Thunder Over Jotunheim is a solo module starring Thor and villains such as Loki, Geirrodur, Ulik, and the Executioner. It includes a large fold-out map of the Asgardian wilderness with area encounters, depicted as hammers, and linked by lines along with Thor can travel. As Thor lands on an encounter space, the player turns to the descriptive booklet to see what happens. The module features a system involving obscuring the secret paragraphs with red dots; a tinted piece of plastic is enclosed which when placed over the dots makes them vanish, allowing the player to read whatever is underneath. In the plot, Odin has vanished, leaving Thor to handle the crisis in Asgard. Loki has taken a magical sword that belonged to Frey. Thor is told that without the sword, Asgard is extremely vulnerable to sudden attack by hordes of Giants, Trolls and others. Thor is given a gift by Karnilla before setting out to retrieve the sword, and there are six gifts to choose from.

Publication history
MH6 Thunder Over Jotunheim was written by Bruce Nesmith, with a cover by Jeff Butler, and was published by TSR, Inc., in 1985 as a 16-page book, a large map, a viewer film, and an outer folder.

Reception
Steve Crow reviewed Thunder Over Jotunheim in The Space Gamer No. 76. Crow comments that, "Thunder Over Jotunheim, the first solo module for Marvel Super Heroes, provides a convenient way for a player to use some of the non-group heroes such as Thor [...] heroes that are popular at Marvel but otherwise wouldn't get much module coverage. The module uses the various 'gifts of Karnilla' to generate a different location and differing clues for the sword of Frey each time. With the relatively simple combat rules of Marvel Super Heroes, the simple guidelines for combat with no supervising gamemaster works quite well. The random chart for different magical spells used by spellcasters could be used in other MSH modules to a similar purpose". He continues: "On the other hand, most of the encounters seem a little powerful for Thor to handle, due to his relatively low body armor. Upon leaving Asgard from one of two paths, Thor ends up in a battle where he is either almost certainly defeated, or leaves and forfeits all of his Karma. Several other battles are in a similar vein: no rules for fleeing a combat are provided, so the assumption is that once Thor is in a fight, he's in it to the finish. And finally, the map, which has paths going from one locale to the next, the distance between locales taking exactly one day to traverse, is really useless as an actual map. So if you intend to use this module as the beginning of the further adventures of Thor, the map is practically useless for that purpose." Crow concluded the review by saying, "Overall, Thunder Over Jotunheim is an adequate one-shot solitaire adventure, but its usefulness for a continuing campaign is almost nil. An interesting tidbit for avid Marvel Super Heroes players, of little or no use to players of other superhero RPGs."

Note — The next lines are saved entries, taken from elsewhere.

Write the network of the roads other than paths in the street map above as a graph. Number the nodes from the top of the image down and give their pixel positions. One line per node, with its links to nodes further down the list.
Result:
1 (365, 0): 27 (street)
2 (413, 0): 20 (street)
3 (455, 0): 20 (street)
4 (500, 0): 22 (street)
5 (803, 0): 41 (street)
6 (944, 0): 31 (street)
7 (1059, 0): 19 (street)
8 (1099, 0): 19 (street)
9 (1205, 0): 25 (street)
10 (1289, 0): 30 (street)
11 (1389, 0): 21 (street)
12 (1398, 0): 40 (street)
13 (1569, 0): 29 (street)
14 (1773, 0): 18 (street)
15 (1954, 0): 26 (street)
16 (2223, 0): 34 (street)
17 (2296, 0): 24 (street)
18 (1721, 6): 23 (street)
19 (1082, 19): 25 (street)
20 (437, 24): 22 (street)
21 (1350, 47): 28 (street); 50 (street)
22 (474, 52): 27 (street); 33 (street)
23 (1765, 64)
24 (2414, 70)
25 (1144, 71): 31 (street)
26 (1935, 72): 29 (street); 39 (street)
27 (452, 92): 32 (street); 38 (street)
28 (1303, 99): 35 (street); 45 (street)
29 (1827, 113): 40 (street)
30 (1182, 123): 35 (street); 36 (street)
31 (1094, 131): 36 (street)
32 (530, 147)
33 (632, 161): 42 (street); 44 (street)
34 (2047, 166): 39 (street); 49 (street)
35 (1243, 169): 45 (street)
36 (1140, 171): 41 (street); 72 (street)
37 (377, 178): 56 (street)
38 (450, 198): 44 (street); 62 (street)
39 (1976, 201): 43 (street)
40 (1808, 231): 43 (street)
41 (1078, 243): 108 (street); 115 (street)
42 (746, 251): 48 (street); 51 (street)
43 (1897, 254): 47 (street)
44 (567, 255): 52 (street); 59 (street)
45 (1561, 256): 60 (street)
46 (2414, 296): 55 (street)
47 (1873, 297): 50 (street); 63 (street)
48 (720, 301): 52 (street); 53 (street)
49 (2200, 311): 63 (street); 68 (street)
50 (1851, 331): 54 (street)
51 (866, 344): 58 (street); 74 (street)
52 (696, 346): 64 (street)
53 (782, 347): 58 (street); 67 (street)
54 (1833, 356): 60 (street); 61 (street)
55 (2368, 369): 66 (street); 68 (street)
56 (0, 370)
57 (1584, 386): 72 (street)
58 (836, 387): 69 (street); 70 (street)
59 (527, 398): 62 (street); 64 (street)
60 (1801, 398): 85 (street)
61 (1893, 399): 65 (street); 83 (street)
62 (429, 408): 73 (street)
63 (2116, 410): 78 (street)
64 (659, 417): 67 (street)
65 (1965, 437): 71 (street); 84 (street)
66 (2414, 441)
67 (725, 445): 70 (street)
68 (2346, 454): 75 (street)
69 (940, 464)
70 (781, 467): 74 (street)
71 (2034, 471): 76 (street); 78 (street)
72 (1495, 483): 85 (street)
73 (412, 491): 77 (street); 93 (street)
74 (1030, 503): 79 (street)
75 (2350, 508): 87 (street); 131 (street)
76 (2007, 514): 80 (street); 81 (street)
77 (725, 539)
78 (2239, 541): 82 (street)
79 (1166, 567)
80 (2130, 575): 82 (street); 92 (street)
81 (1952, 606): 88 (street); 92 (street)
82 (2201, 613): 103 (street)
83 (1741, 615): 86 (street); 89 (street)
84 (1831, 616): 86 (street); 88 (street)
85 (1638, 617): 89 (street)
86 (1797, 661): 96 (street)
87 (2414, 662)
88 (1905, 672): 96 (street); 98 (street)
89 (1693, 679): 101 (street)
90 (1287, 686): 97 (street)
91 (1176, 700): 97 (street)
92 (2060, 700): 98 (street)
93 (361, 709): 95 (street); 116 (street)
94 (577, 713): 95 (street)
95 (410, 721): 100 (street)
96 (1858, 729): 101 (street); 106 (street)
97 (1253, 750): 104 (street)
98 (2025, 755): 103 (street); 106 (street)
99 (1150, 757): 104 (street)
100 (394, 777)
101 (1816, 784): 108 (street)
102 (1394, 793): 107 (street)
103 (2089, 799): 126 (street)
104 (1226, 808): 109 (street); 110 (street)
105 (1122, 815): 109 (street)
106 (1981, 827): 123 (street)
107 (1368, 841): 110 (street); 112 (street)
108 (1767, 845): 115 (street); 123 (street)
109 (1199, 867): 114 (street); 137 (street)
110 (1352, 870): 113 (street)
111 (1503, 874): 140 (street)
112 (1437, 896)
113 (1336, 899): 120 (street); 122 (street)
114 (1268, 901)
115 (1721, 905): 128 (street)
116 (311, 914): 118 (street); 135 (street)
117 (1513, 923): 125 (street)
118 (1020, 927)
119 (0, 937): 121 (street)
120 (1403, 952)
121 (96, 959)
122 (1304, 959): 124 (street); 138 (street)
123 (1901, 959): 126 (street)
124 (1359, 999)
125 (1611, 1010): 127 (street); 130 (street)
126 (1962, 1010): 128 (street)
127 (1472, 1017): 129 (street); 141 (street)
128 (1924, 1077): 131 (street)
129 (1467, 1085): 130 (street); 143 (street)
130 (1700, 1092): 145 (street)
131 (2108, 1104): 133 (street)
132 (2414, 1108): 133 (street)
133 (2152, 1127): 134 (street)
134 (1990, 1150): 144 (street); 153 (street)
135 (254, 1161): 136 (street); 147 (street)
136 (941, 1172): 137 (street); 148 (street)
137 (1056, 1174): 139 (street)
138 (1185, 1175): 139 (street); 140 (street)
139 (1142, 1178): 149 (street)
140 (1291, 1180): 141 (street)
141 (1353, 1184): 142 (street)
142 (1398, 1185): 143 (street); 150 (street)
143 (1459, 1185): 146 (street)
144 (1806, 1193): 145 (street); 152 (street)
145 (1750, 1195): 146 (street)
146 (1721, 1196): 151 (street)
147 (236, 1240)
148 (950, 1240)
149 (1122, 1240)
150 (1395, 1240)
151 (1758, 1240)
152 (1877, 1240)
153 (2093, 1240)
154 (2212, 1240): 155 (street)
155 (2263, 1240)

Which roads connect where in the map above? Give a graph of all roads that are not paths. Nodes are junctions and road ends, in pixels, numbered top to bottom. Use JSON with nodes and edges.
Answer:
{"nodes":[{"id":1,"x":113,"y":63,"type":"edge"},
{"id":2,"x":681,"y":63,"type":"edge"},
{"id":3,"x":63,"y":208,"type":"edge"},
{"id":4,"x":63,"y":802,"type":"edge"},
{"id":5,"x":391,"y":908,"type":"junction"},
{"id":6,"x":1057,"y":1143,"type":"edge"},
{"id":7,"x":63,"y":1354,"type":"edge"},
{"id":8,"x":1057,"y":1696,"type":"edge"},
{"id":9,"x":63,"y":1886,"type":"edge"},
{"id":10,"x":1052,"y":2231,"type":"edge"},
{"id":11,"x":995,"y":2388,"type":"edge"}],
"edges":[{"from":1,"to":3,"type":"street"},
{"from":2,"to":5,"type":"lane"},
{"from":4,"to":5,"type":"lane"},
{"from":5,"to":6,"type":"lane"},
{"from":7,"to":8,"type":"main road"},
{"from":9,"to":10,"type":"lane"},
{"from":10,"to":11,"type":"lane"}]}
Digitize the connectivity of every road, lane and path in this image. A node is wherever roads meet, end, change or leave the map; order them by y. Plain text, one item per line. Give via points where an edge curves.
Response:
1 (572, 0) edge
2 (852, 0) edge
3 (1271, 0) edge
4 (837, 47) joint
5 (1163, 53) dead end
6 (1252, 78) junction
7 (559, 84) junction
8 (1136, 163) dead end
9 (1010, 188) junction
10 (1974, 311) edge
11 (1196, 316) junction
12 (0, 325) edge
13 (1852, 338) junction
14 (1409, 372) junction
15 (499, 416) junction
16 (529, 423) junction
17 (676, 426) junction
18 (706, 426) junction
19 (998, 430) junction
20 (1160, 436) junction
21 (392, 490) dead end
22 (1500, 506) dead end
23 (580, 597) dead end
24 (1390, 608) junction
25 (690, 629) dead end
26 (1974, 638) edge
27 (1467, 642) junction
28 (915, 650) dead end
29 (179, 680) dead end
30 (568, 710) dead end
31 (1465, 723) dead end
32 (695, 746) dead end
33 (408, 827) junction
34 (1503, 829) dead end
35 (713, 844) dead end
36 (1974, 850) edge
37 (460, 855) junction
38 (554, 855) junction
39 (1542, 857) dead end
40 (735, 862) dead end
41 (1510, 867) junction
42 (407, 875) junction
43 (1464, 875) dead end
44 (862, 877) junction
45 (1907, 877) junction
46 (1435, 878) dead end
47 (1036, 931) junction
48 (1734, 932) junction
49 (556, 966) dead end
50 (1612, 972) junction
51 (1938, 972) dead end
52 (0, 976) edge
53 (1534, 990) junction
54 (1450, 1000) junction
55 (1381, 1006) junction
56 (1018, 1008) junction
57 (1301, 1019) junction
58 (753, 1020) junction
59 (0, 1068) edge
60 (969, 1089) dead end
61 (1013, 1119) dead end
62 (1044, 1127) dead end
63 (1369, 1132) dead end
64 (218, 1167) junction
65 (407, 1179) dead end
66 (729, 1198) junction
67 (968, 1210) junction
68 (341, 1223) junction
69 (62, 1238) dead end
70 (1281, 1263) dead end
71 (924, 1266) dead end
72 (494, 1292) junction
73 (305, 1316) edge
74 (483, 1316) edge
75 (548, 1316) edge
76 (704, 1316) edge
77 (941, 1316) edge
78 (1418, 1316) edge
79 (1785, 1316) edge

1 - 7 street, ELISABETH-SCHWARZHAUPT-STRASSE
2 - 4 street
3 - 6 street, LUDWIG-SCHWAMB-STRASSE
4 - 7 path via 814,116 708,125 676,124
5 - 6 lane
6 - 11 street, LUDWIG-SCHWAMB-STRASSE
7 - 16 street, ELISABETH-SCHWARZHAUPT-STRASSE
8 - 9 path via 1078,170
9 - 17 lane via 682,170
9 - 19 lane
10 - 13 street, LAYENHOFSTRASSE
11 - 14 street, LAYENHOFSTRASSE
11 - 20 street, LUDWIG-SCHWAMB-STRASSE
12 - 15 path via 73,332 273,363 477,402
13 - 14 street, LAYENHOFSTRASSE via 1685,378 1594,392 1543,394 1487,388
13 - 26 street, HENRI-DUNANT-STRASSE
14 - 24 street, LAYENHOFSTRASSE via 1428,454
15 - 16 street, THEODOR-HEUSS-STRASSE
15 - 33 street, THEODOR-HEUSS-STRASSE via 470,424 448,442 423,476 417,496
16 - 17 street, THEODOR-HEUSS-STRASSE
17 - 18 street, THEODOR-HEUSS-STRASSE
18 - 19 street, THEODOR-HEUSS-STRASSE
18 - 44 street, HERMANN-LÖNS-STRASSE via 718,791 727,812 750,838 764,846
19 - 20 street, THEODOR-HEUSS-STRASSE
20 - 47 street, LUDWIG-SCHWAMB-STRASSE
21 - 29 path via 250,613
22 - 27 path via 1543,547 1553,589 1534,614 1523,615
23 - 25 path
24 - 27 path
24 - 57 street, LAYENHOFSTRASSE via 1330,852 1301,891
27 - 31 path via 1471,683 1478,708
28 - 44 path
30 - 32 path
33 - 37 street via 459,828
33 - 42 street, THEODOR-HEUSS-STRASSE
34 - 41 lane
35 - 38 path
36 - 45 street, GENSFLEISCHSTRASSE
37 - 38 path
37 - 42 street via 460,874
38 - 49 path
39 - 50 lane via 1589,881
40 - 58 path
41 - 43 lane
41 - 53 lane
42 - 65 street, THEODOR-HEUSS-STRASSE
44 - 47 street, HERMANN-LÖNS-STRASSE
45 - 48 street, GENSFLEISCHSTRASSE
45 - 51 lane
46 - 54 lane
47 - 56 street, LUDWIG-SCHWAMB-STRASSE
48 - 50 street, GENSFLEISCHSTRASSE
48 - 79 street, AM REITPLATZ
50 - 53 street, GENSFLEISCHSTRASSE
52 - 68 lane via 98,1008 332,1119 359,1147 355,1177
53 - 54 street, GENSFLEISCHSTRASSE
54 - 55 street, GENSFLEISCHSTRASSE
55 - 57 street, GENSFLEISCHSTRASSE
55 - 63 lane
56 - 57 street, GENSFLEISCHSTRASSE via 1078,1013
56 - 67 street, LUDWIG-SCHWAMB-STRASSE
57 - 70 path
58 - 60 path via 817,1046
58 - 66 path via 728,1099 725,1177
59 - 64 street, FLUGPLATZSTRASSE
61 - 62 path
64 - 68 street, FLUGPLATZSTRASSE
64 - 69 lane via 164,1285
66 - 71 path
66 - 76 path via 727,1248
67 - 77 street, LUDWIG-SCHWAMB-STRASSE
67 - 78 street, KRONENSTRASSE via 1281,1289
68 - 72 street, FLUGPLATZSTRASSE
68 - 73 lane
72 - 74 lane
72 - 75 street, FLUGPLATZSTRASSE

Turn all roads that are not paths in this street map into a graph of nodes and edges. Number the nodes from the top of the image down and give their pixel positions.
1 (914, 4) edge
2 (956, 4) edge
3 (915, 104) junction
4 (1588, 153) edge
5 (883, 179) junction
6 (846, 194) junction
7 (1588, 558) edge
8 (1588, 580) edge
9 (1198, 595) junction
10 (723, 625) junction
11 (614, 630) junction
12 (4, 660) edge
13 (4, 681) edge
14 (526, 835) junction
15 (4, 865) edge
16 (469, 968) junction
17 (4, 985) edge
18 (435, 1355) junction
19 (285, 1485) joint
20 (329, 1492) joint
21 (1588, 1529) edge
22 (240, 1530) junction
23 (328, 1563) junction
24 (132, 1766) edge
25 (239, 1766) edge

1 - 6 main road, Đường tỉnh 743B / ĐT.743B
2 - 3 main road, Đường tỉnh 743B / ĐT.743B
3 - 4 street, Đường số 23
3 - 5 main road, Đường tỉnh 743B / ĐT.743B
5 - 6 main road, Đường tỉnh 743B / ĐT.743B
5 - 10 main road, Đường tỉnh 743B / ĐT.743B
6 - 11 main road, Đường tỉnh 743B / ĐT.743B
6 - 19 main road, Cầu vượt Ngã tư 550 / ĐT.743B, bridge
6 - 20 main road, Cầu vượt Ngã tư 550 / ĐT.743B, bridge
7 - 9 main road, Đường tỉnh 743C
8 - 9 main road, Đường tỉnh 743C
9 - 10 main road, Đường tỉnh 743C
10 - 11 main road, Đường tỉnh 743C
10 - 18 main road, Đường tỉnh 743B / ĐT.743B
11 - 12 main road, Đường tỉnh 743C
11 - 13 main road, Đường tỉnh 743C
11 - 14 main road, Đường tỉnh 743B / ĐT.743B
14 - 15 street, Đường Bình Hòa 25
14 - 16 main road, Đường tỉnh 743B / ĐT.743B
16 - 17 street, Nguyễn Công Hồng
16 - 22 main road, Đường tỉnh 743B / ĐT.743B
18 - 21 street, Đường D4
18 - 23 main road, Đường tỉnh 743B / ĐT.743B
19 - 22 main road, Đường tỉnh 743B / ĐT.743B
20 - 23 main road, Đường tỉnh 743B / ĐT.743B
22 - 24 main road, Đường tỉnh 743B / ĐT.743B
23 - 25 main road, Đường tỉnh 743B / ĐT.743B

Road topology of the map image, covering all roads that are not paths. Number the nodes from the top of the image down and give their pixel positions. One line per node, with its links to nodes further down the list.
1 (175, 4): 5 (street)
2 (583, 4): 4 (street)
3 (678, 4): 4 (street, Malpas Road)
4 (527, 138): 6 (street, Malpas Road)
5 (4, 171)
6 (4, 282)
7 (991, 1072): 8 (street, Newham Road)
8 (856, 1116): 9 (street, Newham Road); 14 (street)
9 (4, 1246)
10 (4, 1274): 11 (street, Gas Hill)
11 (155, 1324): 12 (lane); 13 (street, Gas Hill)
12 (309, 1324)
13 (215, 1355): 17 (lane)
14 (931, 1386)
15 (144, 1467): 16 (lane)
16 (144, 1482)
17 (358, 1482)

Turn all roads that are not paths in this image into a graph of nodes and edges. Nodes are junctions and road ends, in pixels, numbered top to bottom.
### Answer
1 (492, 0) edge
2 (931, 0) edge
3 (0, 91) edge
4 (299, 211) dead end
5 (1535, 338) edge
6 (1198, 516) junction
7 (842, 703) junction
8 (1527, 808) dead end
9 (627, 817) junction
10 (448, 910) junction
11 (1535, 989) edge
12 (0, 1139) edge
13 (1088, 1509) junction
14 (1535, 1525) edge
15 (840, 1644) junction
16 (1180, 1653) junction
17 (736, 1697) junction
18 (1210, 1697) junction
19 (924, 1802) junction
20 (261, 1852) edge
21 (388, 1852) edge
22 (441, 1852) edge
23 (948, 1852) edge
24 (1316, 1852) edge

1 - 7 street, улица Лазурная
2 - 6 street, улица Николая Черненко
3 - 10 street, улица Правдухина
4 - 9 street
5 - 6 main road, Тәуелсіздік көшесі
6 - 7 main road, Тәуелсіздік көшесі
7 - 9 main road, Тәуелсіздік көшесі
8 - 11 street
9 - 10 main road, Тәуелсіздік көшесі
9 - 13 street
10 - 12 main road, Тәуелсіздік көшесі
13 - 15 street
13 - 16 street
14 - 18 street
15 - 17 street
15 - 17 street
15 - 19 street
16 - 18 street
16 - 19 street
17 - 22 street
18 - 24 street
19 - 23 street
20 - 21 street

Rob Nott reviewed Thunder Over Jotunheim for Imagine magazine. He describes the module as "a cross between an RPG and a board game, similar in style to the old SPI game John Carter of Mars". He calls the magic viewer system an improvement over TSR's prior "system of Magic Marker pens which entailed long periods of whacking away at obscured text to render it readable", making it "Quick, simple, and it allows others to use the module when you've finished." He noted that Karnilla providing Thor with six possible gifts "provides a variable element to the adventure" as "each of which can create a different story, so in theory one player can use the module six times before exhausting the possibilities". He continued: "There are lots of encounters, albeit rather simple ones, and plenty of opportunities for accumulating KARMA. I managed to get quite a nice stack of it before having to hit anything." Nott concluded by saying: "Overall, I found the module an interesting experiment with solo game design, though not really very challenging in a role-playing sense. If you enjoy solo games, though, I think you'll find this one of the better ones around."